+++ Data records +++

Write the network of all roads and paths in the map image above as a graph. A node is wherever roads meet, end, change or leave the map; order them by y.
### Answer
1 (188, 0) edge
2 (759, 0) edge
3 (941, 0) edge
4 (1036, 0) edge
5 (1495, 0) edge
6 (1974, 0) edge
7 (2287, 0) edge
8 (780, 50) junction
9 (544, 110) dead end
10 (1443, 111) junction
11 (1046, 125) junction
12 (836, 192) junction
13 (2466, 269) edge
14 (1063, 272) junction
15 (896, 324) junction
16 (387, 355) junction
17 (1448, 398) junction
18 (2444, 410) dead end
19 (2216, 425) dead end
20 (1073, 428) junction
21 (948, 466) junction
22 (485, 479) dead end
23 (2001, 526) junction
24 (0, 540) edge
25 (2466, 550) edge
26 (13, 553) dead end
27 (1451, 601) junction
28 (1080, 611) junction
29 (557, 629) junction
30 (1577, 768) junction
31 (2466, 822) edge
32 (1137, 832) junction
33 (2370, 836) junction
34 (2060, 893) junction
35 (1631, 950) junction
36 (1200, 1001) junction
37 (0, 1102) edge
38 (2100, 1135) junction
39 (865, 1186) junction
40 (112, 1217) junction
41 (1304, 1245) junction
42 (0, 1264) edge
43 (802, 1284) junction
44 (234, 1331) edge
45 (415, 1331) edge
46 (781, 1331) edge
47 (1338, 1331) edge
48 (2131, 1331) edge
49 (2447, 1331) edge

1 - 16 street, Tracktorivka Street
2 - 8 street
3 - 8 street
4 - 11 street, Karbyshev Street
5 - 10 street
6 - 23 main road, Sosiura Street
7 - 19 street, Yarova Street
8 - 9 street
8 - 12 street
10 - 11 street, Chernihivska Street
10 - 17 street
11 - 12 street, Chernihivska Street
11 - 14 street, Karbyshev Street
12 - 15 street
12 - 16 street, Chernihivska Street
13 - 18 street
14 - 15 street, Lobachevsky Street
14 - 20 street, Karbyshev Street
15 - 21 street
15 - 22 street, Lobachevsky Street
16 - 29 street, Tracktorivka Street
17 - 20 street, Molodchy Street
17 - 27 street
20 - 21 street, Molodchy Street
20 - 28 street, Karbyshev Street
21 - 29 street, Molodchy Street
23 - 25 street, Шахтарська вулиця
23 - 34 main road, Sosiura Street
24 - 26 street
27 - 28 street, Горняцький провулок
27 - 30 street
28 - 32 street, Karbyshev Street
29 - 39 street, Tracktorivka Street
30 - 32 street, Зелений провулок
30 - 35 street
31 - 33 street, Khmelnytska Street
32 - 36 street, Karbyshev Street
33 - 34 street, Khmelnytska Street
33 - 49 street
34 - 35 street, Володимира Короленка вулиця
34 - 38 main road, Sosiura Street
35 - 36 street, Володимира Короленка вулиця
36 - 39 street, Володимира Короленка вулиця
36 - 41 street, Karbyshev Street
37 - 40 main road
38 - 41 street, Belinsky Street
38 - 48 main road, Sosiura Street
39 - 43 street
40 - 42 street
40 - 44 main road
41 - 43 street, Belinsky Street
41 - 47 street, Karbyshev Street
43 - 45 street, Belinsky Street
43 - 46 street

+++

▶ **Prompt**: Scan the entries for lines holding the string "Molodchy", then copy every one of them.

▶ **Result of the task**:
17 - 20 street, Molodchy Street
20 - 21 street, Molodchy Street
21 - 29 street, Molodchy Street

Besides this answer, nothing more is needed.